The Terrifying Castle of Terror: An Original Generic Fantasy

  The castle rose before them, dark and foreboding. Lightning thundered. Thunder lightninged. Tall gothic towers towered over the heroes, burying them in silky, scintillating shadows of darkness and despair.

  Joko looked up from his handy pocket map. “According to this, we should be arriving at the Terrifying Castle of Terror any minute. Our search for the golden armor will finally end.”

  Priscilla gave him an incredulous look, and then returned to buffing her nails. Their rosy polish matched the rest of her perfectly-coordinated outfit, down to the fushia bow on her quarterstaff.

  Lance knocked on the tower door. Priscilla winced as the gleam of his armor blinded her in the setting sunlight. It was not quite as bright as his dazzling grin. “Will the master of this castle grant us shelter for the night? My companions are footsore and weary from our long journey.”

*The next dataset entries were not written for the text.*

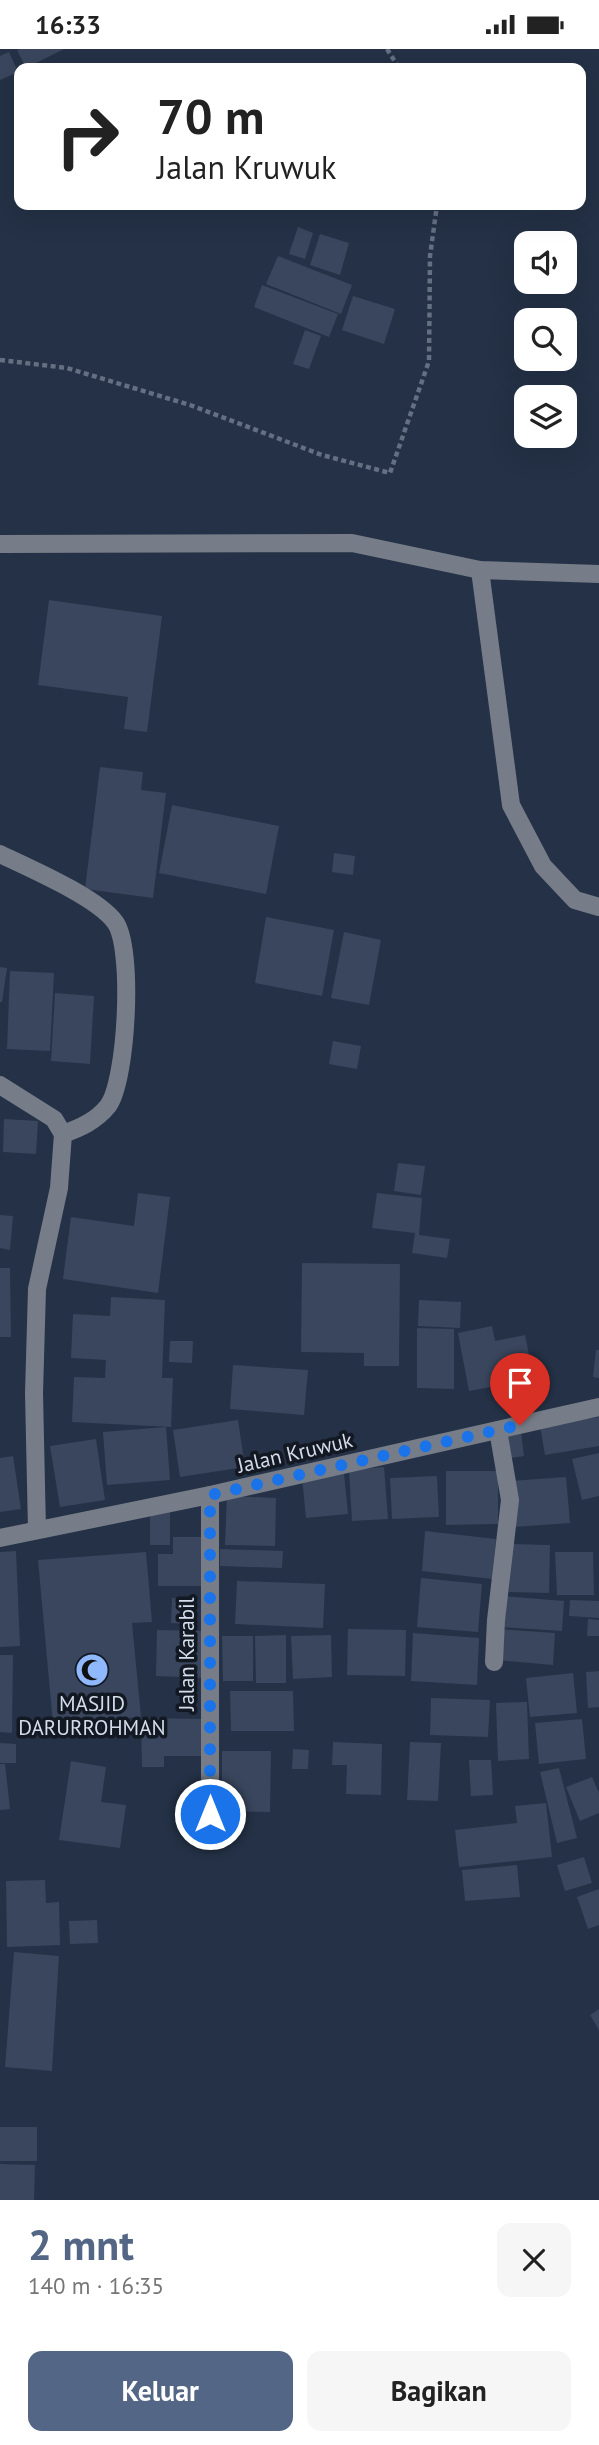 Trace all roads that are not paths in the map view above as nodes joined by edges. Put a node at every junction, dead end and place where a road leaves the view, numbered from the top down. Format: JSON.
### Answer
{"nodes":[{"id":1,"x":0,"y":544,"type":"edge"},
{"id":2,"x":480,"y":570,"type":"junction"},
{"id":3,"x":599,"y":574,"type":"edge"},
{"id":4,"x":0,"y":854,"type":"edge"},
{"id":5,"x":599,"y":907,"type":"edge"},
{"id":6,"x":0,"y":1085,"type":"edge"},
{"id":7,"x":63,"y":1134,"type":"junction"},
{"id":8,"x":599,"y":1407,"type":"edge"},
{"id":9,"x":498,"y":1430,"type":"junction"},
{"id":10,"x":210,"y":1495,"type":"junction"},
{"id":11,"x":37,"y":1530,"type":"junction"},
{"id":12,"x":0,"y":1538,"type":"edge"},
{"id":13,"x":494,"y":1662,"type":"dead end"},
{"id":14,"x":210,"y":1814,"type":"dead end"}],
"edges":[{"from":1,"to":2,"type":"street"},
{"from":2,"to":3,"type":"street"},
{"from":2,"to":5,"type":"street"},
{"from":4,"to":7,"type":"street"},
{"from":6,"to":7,"type":"street"},
{"from":7,"to":11,"type":"street"},
{"from":8,"to":9,"type":"street","name":"Jalan Kruwuk"},
{"from":9,"to":10,"type":"street","name":"Jalan Kruwuk"},
{"from":9,"to":13,"type":"street"},
{"from":10,"to":11,"type":"street","name":"Jalan Kruwuk"},
{"from":10,"to":14,"type":"street","name":"Jalan Karabil"},
{"from":11,"to":12,"type":"street","name":"Jalan Kruwuk"}]} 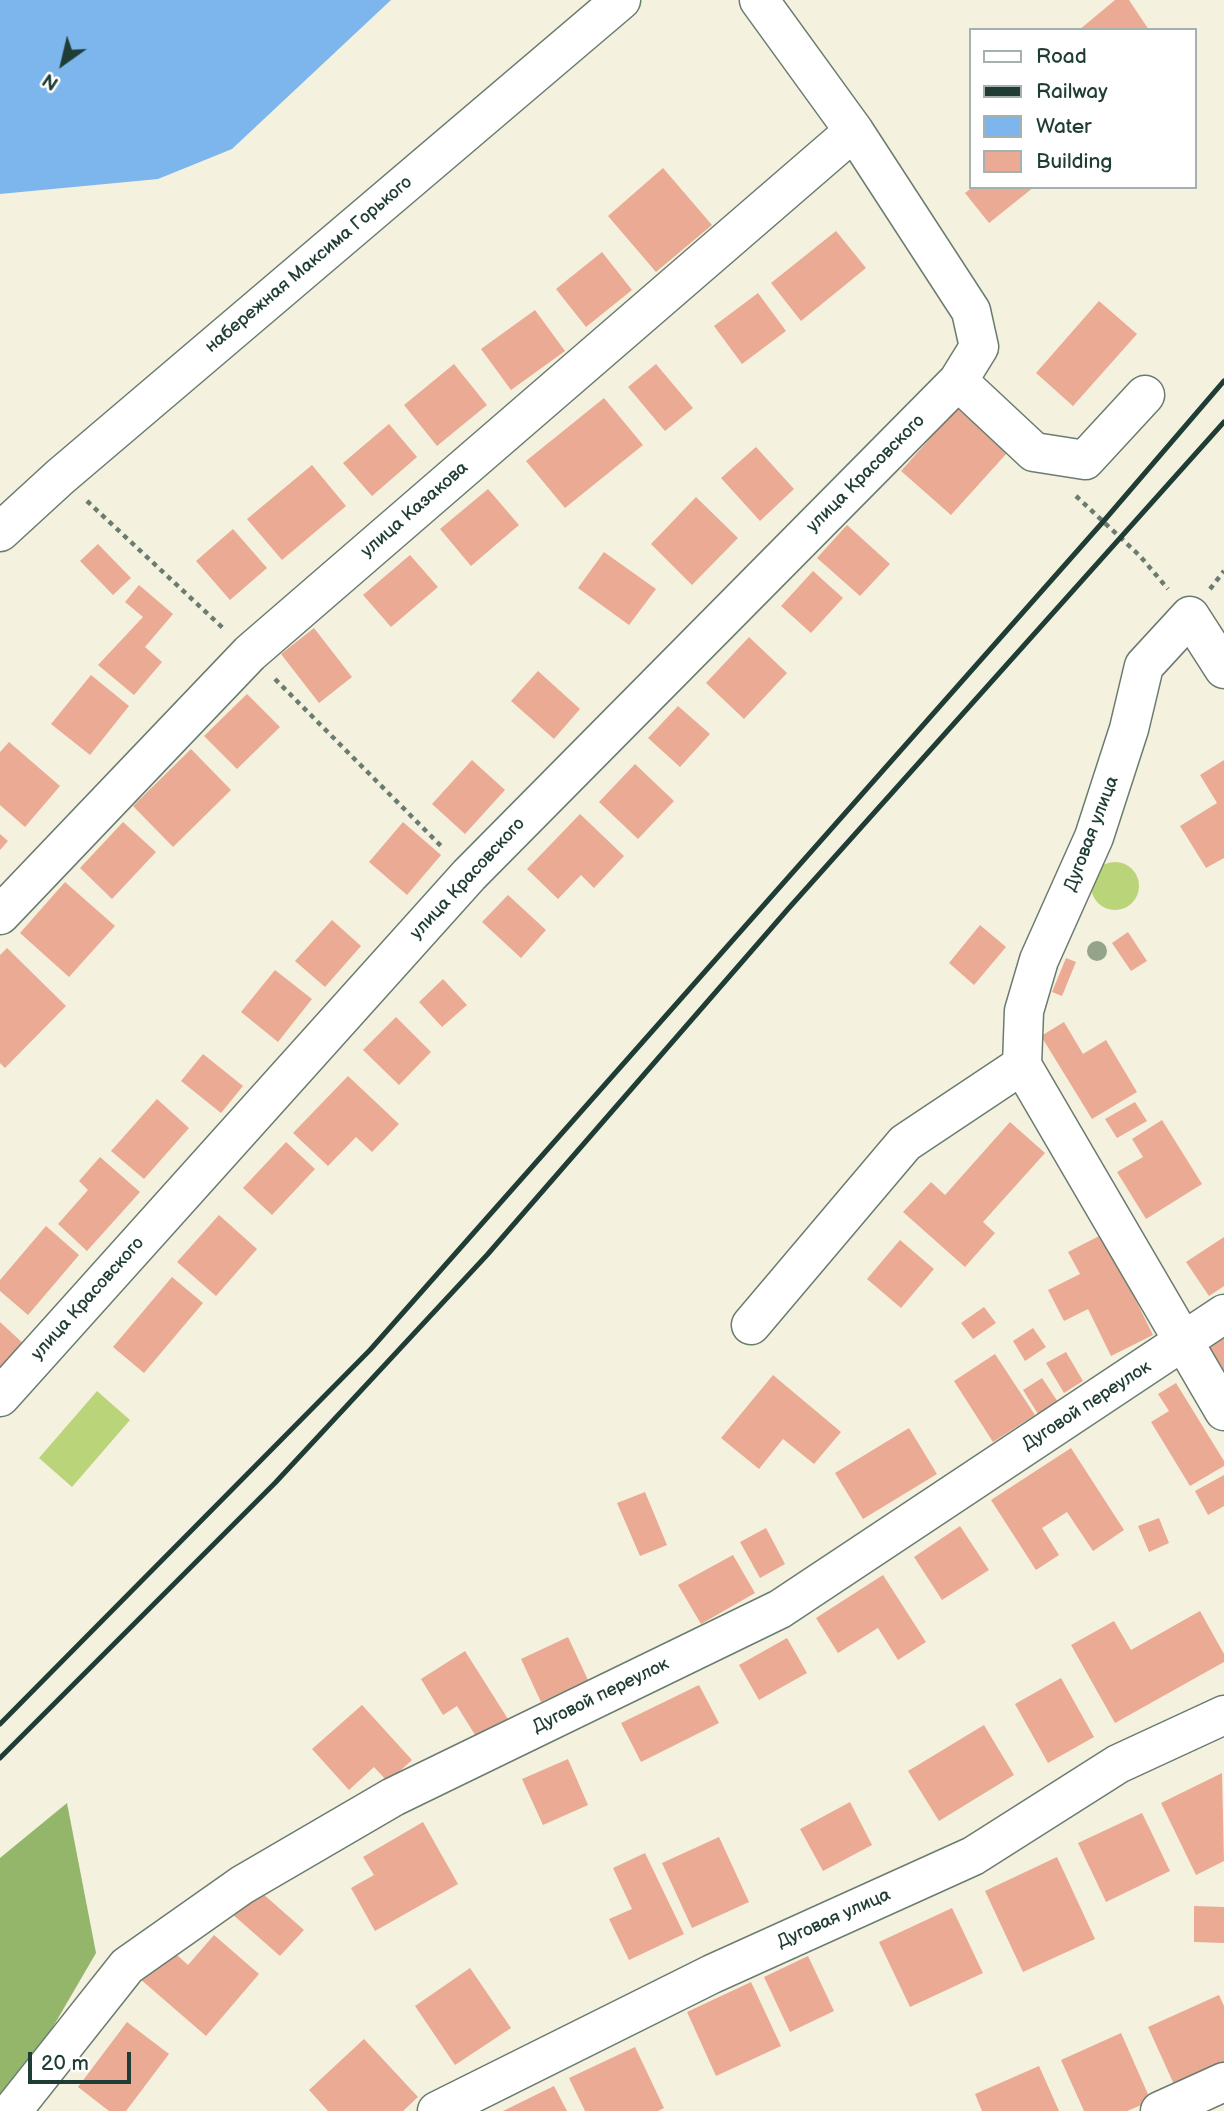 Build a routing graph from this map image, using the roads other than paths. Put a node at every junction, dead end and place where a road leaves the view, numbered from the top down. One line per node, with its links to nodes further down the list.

  “And suede just cannot get wet,” Priscilla added.

  Crumb the Barbarian, as always the last member of their party, thumped his six foot club on the ground to show his agreement. His suede loincloth tended to shrink when rained on.

  “None may enter.” The voice echoed through the valley like a rushing torrent, a crashing wave, a voluminous echo from the dawn of time. Priscilla felt her chest heaving with the pressure, and felt a sudden longing to be wearing a loose, white nightgown with frilly sleeves.

  “But we’ve been sent here on a quest,” Lance said, brain stuck in a world where things had to work a certain way. “We have traveled long and far, seeking a suit of armor of solid gold. Therefore, you cannot forbid us entrance.”

  “Yes I can.”

  Lance looked as if he would have a seizure.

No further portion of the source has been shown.